Inset of Lieut. S. A. Cloman’s map of Wounded Knee depicting the scene of the fight with Big Foot’s Band, December 29, 1890.

Inset of Lieut. S. A. Cloman’s map of Wounded Knee depicting the scene of the fight with Big Foot’s Band, December 29, 1890.

The first thing I saw of a disturbance was in a buck who started up with a handful of dirt, which he threw in the air.  I immediately heard a shot fired from the circle.  I was about 30 yards off, in the angle between Troops K and B, and then immediately the whole lot of bucks rose, threw off their blankets, faced about and delivered a volley directed towards K Troop and their own tepees, which were surrounded or occupied by women and children.  Then the mass of the bucks broke through K Troop and their own tepees into the ravine accompanied by their women and children. Just before the firing took place, I was in rear of the center of the line of tepees on the edge of the ravine with Lieut. Garlington, who was one of the officers on guard, when he remarked to me that the squaws were saddling up and packing and that he was satisfied that they would make a break.  He advised me to report the fact to Major Whitside, and I was on my way to him and had reached the opening between B and K Troops when the first shot was fired by the Indians.  I then made a break, going in rear of B Troop to a point just behind the crest of the hill to the left of the Battery. I heard several cautions given by officers, and gave some myself, to the soldiers, not to fire on squaws, and remember one particular case; there was an object in the left hand corner of the village moving round on its hands and knees; two or three shots were fired at this object; I got the glasses from Captain Capron, 1st Artillery, and saw that it was an old squaw, and immediately stopped the men from firing, and she came out all right.  I heard cautions given all along the line: “For God’s sake don’t fire, she is a squaw.”  This in several instances.  The first fire of the Indians inevitably endangered the lives of their own women and children; every shot that did not kill a soldier must have gone through their village.  I saw several squaws’ bodies after the fight was over, and all were in close proximity to warriors’ bodies.  The fire from warriors continued as long as it was possible for them to fire; they even fired after they were wounded and lying on the ground and from the midst of the women and children. I saw many instances of humanity on the part of our men, particularly towards children.  I saw one trooper, with a child in his arms, going towards the women, by orders, to deliver it in a place of safety.[2]

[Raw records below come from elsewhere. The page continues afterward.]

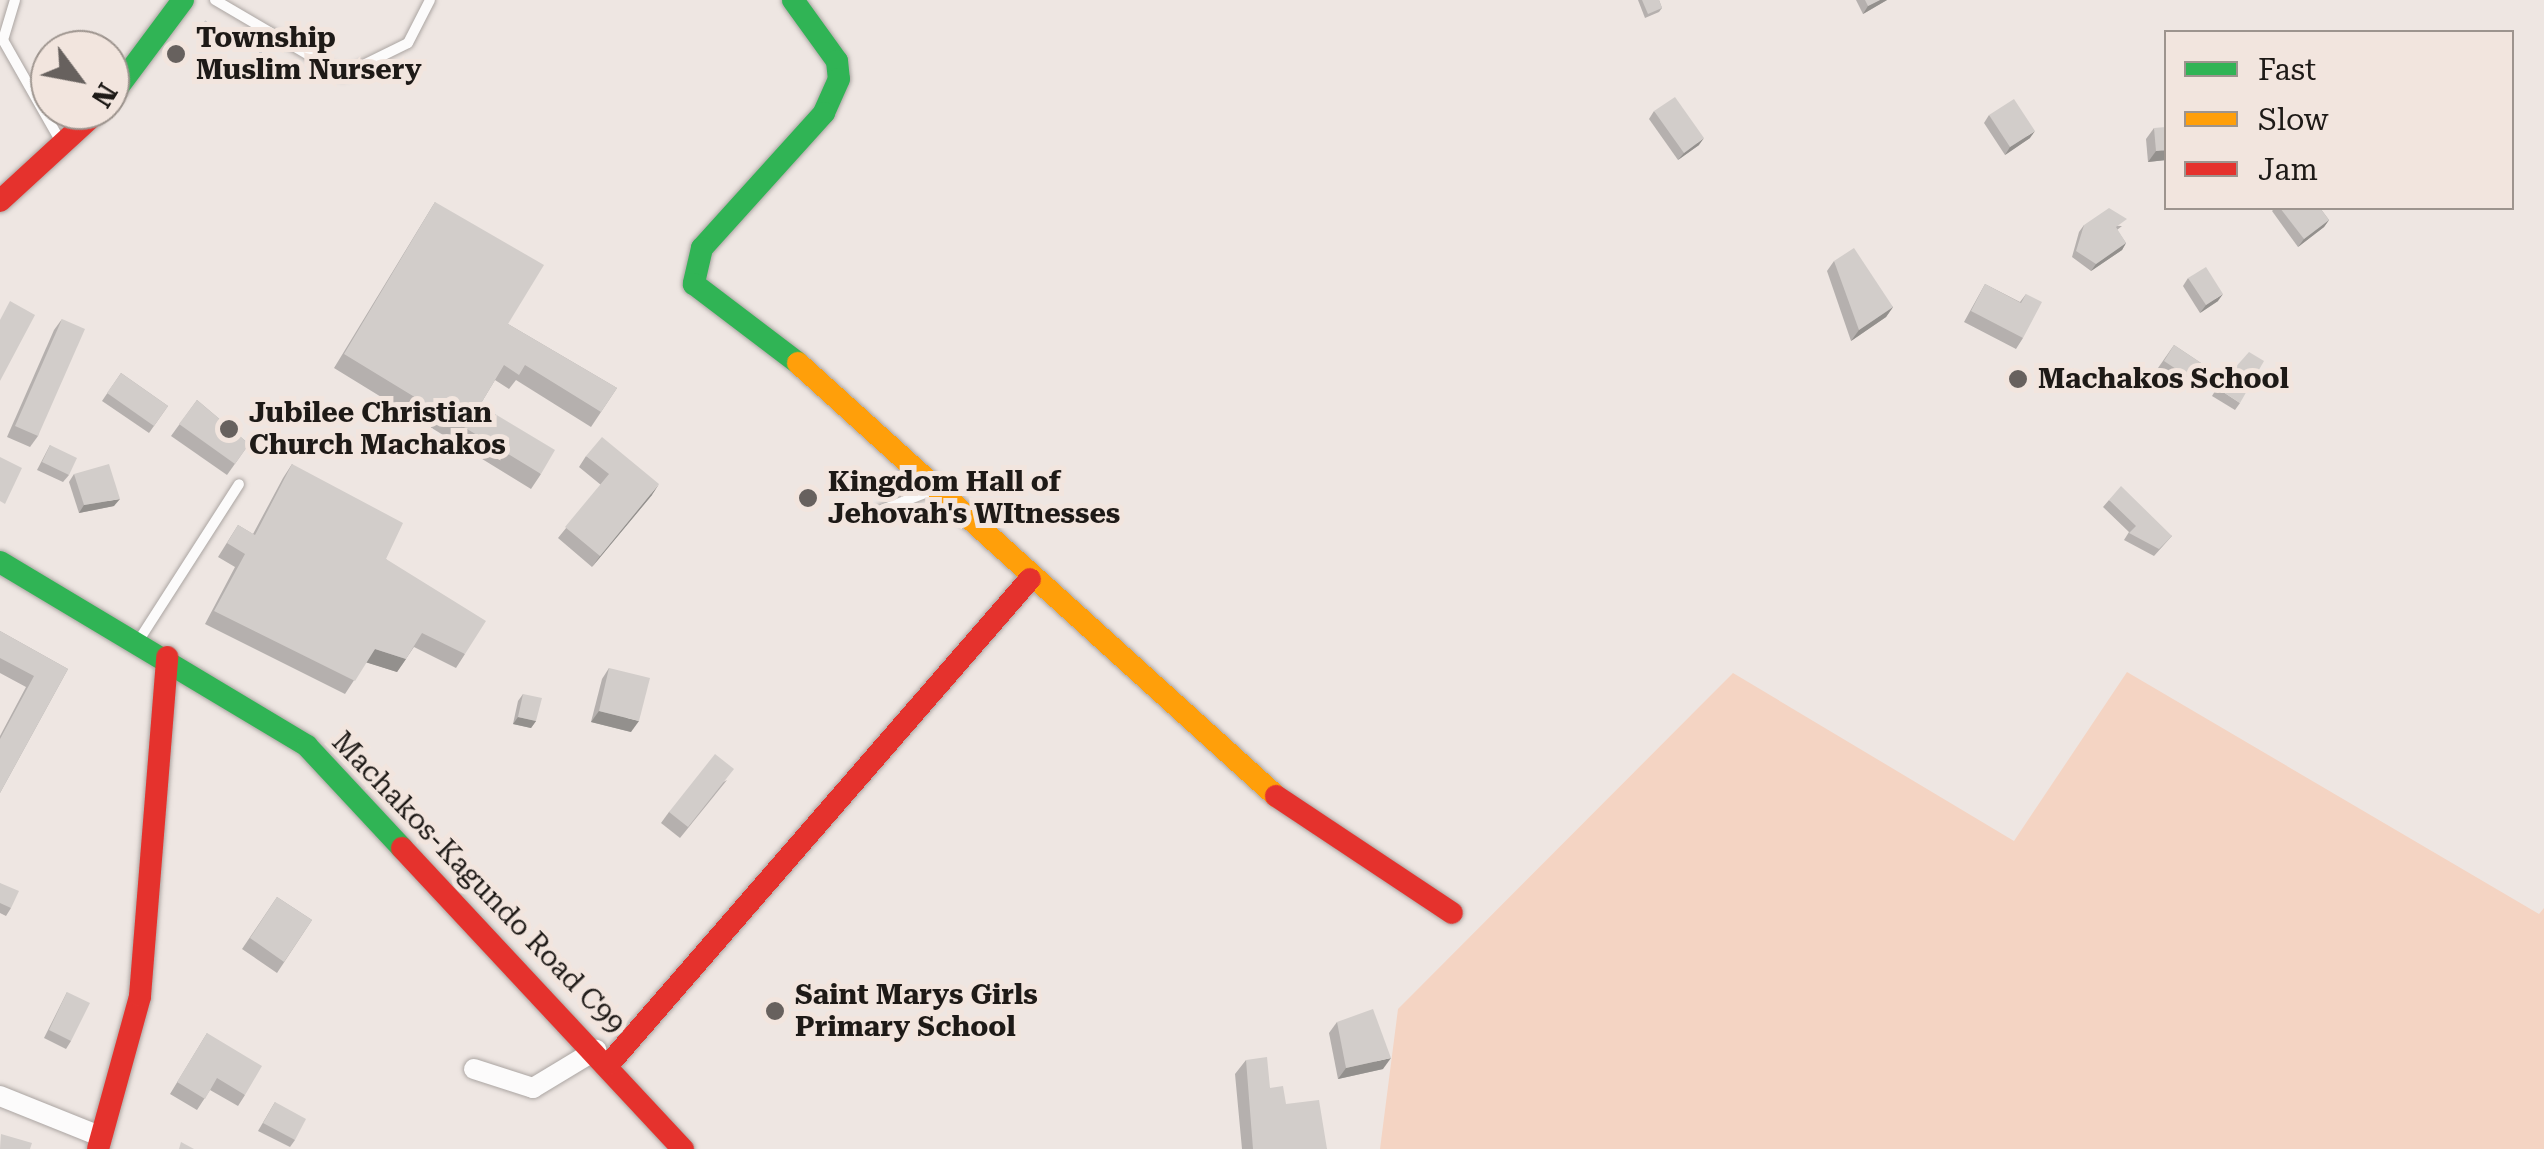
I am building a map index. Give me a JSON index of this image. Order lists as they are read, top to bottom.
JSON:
{
  "streets": {
    "main road": ["Machakos-Kagundo Road C99"]
  },
  "places": [
    "Township Muslim Nursery",
    "Machakos School",
    "Jubilee Christian Church Machakos",
    "Kingdom Hall of Jehovah's WItnesses",
    "Saint Marys Girls Primary School"
  ],
  "legend": ["Fast", "Slow", "Jam"],
  "north": "bottom right"
}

In early March 1891, Colonel Forsyth recommended that the Commanding General of the Army recognize five of his lieutenants with honorable mention in general orders for their conduct at Wounded Knee and during the Sioux Campaign.  Of the five lieutenants, Robinson, Gresham, Brewer, Tompkins, and Nicholson, only Gresham received honorable mention and ultimately a Medal of Honor.  Major General Schofield’s decision to not recognize the other four lieutenants likely stemmed from General Miles’ recommendations in December 1891, after having his inspector general, Colonel Edward M. Heyl, investigate the campaign for acts of valor.[3]

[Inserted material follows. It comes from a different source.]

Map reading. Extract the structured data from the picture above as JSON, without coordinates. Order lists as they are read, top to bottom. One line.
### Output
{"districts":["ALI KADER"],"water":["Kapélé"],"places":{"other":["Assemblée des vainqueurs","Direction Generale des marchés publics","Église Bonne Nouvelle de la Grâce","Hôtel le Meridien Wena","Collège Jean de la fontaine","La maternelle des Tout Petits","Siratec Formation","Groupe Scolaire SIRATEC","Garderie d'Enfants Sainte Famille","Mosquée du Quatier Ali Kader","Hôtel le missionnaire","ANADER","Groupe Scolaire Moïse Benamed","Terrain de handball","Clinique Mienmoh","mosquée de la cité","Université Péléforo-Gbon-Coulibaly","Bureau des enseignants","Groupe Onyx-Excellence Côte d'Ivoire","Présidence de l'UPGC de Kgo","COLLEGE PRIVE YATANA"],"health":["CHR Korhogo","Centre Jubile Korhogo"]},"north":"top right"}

William Jones Nicholson was born on 16 January 1856 at Washington, District of Columbia, the second son of U.S. Naval officer Somerville Nicholson (b. 1822 – d. 1905) and Hannah Maria Jones (b. 1837 – d. 1897).  Somerville Nicholson at that time was serving as a lieutenant on ordnance duty at the Washington Navy Yard.  In addition to their son, William Jones, the Nicholsons had six other children all born in the Nation’s capitol: Reginald Felix (b. 1852 – d. 1939), Mrs. Helen Cooke (b. 1860 – d. 1935), Augustus Somerville (b. 1862 – d. 1936), Henry William Ducachet (b. 1864 – d. 1913), Mrs. Mary Blake Matthews (b. 1866 – d. 1921), and Reynolds Lispensard (b. 1871).[4]

Raised and educated in Washington, D.C., Nicholson desired a commission in the army, and family connections served him well.  In a letter dated 11 August 1875 to President U. S. Grant, Dr. John B. Blake, Secretary of the Washington National Monument Society, recommended the nineteen-year-old Nicholson for a commission in the army.

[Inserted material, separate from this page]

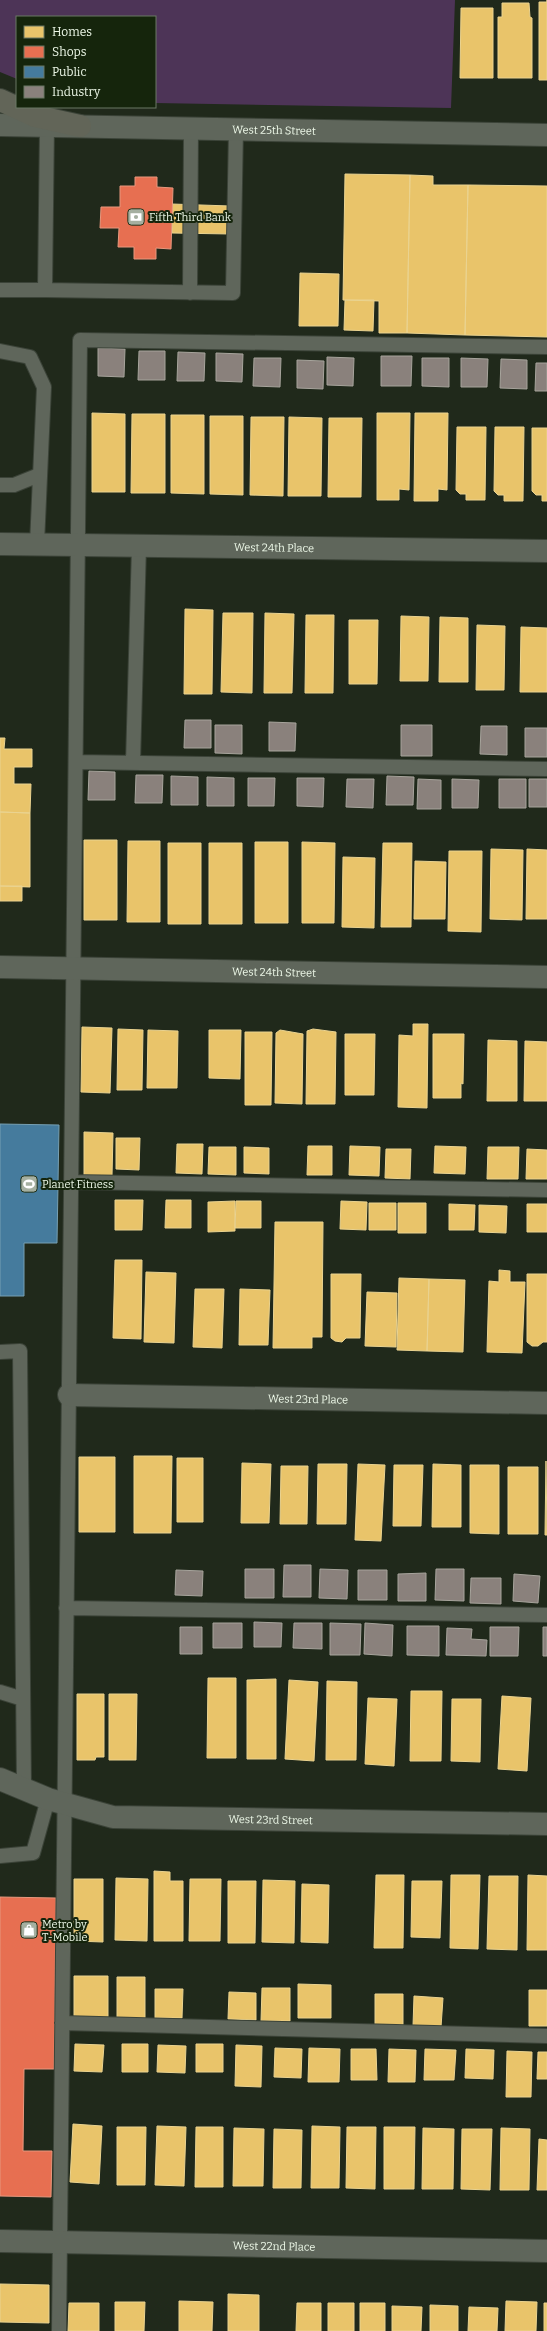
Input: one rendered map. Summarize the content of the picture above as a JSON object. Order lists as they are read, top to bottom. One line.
{"streets":{"street":["West 25th Street","West 24th Place","West 24th Street","West 23rd Place","West 23rd Street","West 22nd Place"]},"places":{"bank":["Fifth Third Bank"],"sports":["Planet Fitness"],"shop":["Metro by T-Mobile"]},"legend":["Homes","Shops","Public","Industry"]}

Understanding that there are a number of appointments of Second Lieutenants soon to be made in the army I respectfully recommend my young friend, Mr. Wm. J. Nicholson of this District, as peculiarly fitted for that branch of the public service, especially cavalry, possessing as he does a fine physique, great activity, a liberal education and promising talents.  He is a son of Capt. S. Nicholson of the Navy and a nephew of Mr. W. W. Corcoran, who I am satisfied, but for his absence from the city, would cordially unite with me in this application.  His grandfather, the late Dr. Wm. Jones, was my preceptor and partner, and hence I feel a personal favor.  I place this application on personal grounds because of the confidence you manifested in me by tendering me an appointment on the board of public works for this District, which, however unfortunately it eventuated for me, I shall ever hold in proud and grateful recollection.[5]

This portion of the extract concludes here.